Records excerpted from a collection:
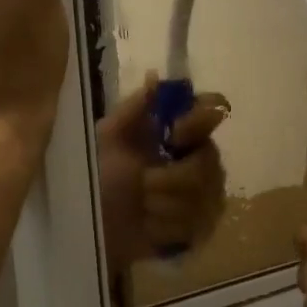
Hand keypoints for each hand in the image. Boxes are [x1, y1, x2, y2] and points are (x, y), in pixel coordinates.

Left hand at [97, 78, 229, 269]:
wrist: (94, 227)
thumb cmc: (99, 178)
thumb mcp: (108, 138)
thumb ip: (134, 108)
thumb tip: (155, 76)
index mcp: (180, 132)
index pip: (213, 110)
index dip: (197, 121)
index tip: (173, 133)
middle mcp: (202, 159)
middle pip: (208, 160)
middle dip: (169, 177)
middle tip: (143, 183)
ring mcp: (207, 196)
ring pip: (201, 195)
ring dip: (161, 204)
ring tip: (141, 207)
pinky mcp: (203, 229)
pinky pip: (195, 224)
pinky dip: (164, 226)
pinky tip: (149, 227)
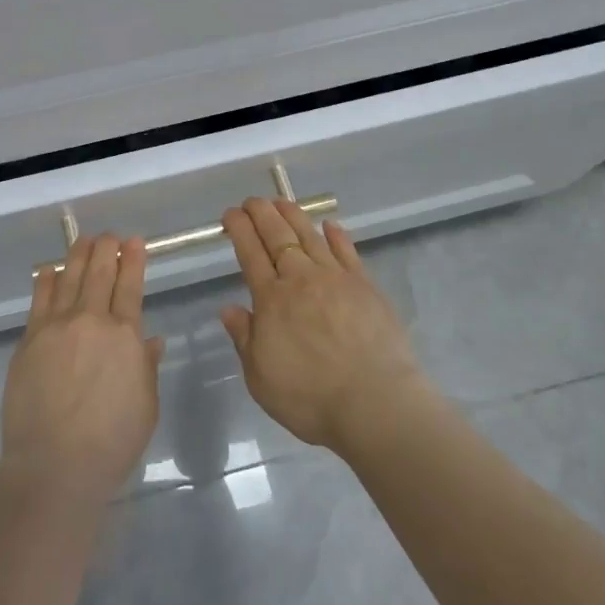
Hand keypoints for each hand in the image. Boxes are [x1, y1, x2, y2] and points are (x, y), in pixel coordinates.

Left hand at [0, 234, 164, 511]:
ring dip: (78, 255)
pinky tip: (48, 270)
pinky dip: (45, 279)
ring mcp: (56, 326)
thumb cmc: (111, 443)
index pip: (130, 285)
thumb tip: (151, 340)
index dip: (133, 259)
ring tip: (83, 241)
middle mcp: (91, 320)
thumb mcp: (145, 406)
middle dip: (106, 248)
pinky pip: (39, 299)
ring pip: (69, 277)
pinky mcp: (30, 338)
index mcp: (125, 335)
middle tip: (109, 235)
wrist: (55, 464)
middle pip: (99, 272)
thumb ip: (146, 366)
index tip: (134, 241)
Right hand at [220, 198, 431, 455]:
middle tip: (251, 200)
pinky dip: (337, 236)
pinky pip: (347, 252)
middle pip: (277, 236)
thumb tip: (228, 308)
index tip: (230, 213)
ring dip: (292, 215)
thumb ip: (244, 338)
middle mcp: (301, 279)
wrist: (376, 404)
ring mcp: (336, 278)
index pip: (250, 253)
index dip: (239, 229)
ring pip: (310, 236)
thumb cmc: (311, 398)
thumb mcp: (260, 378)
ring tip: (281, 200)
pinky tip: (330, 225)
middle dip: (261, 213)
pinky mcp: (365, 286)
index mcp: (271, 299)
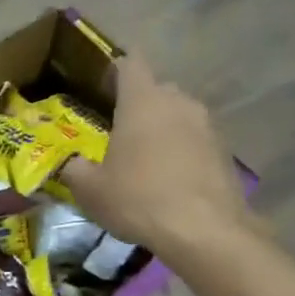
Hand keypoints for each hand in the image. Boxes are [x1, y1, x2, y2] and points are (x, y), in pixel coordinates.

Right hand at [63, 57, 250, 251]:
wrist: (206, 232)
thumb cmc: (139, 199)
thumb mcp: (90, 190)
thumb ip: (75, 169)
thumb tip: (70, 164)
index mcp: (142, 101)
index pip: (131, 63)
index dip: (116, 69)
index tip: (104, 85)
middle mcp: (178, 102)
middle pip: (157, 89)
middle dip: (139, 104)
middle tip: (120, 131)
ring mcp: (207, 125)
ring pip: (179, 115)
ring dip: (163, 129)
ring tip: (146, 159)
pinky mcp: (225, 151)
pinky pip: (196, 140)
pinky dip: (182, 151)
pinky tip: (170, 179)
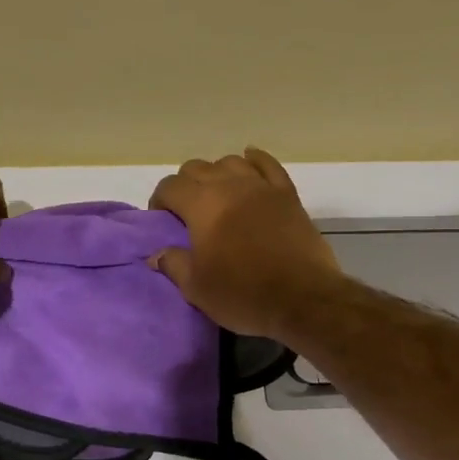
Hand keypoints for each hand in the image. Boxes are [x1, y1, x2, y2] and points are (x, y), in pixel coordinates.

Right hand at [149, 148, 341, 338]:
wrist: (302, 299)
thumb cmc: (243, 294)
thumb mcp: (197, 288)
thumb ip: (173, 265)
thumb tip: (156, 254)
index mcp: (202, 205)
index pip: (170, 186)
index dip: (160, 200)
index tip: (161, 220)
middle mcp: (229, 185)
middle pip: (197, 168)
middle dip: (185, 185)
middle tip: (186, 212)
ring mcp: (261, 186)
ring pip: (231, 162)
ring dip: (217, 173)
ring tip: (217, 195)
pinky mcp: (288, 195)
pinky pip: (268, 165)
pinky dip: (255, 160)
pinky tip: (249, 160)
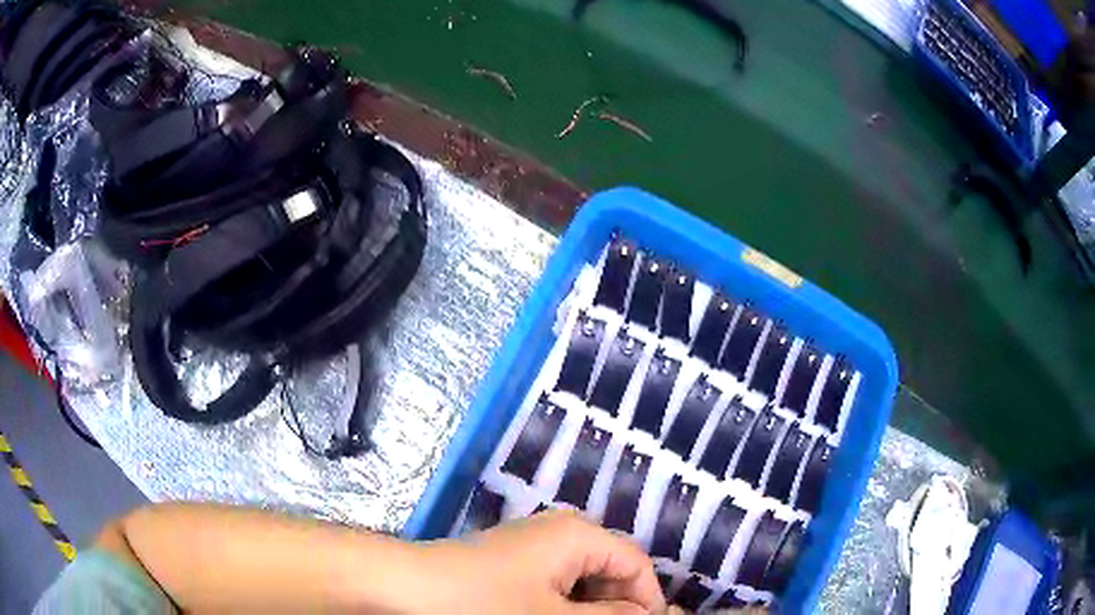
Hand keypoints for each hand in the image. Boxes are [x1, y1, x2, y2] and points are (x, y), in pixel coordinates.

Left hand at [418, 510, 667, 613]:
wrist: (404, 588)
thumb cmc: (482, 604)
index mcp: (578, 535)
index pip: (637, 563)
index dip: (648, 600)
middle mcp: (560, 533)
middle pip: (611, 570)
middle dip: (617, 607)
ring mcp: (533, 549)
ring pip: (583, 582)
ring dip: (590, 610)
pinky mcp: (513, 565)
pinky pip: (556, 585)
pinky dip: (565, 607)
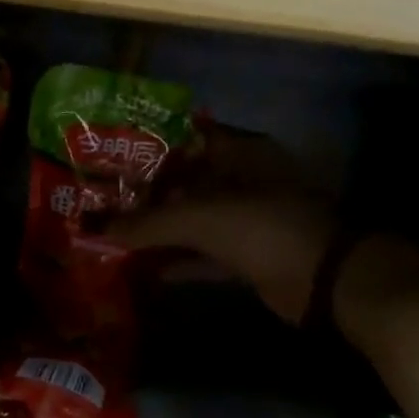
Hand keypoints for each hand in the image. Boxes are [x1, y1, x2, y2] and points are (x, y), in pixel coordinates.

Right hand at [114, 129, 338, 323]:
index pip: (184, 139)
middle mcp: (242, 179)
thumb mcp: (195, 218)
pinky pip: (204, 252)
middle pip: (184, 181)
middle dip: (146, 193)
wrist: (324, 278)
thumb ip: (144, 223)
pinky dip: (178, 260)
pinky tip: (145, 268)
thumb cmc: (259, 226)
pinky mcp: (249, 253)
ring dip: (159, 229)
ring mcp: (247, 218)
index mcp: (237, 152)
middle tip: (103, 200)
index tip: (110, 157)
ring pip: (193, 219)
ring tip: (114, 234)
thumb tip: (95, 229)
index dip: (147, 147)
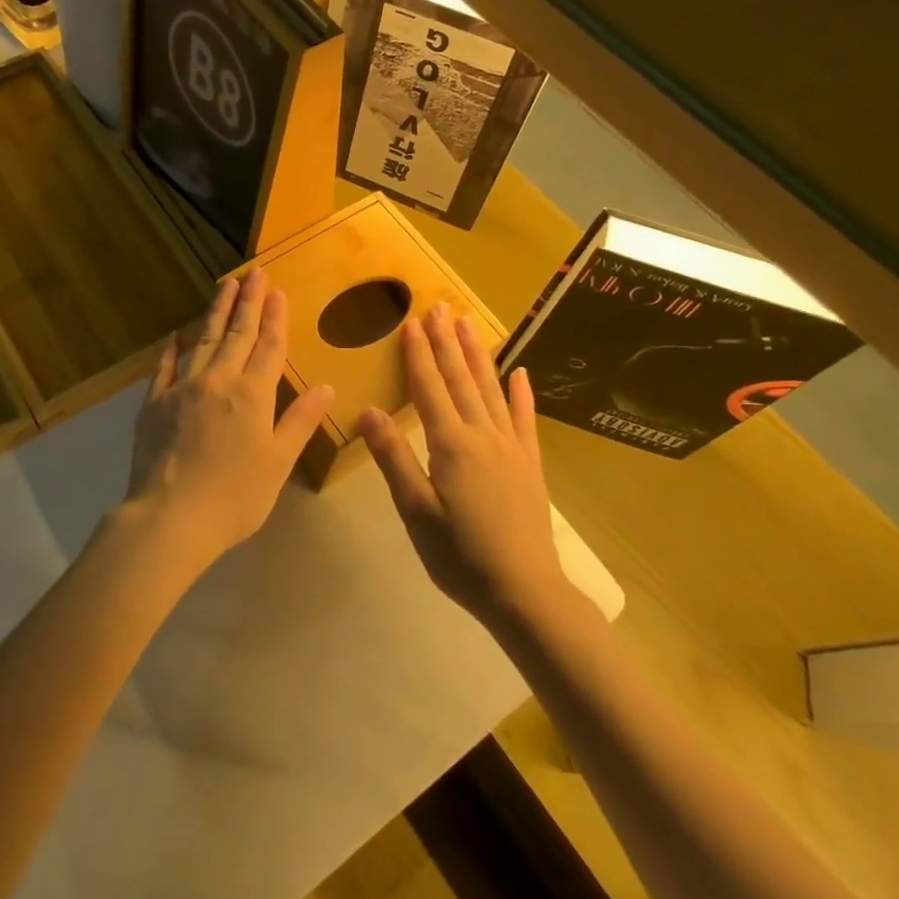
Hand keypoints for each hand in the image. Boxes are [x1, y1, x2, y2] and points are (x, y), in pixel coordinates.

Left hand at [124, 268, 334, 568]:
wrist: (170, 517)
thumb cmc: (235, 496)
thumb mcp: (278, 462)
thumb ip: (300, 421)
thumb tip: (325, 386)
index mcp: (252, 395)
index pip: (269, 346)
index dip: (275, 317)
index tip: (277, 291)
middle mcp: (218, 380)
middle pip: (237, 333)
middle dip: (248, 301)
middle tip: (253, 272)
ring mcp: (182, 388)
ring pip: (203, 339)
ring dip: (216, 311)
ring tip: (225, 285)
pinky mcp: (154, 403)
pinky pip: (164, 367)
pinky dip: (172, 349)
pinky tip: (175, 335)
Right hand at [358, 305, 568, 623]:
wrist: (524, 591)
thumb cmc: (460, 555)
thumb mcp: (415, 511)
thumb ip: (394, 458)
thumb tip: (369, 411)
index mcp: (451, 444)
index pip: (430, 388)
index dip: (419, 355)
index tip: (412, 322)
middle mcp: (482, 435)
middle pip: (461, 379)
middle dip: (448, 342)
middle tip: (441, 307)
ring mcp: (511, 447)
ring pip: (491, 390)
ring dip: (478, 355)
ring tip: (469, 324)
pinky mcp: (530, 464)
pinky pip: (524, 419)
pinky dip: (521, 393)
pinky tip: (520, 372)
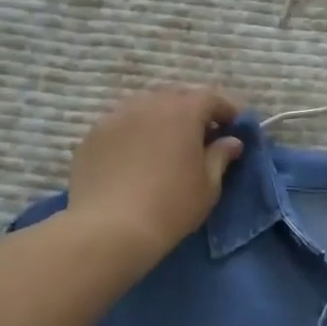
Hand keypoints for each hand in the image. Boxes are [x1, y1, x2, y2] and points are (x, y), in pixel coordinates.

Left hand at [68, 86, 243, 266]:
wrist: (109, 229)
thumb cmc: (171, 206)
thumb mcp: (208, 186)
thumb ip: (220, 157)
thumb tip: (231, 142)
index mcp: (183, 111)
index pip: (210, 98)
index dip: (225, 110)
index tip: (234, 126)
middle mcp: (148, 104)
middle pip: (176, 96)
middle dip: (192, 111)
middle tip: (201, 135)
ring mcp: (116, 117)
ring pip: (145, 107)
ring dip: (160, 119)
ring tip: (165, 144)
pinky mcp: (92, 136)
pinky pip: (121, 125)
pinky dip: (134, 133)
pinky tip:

Problem statement:
From the data above, pick out each line containing "Right" and copy it.

Result:
Right hand at [220, 198, 431, 455]:
Right hand at [63, 57, 250, 251]:
Right hand at [149, 148, 341, 338]:
Right hand at [114, 129, 338, 323]:
Right hand at [358, 305, 568, 623]:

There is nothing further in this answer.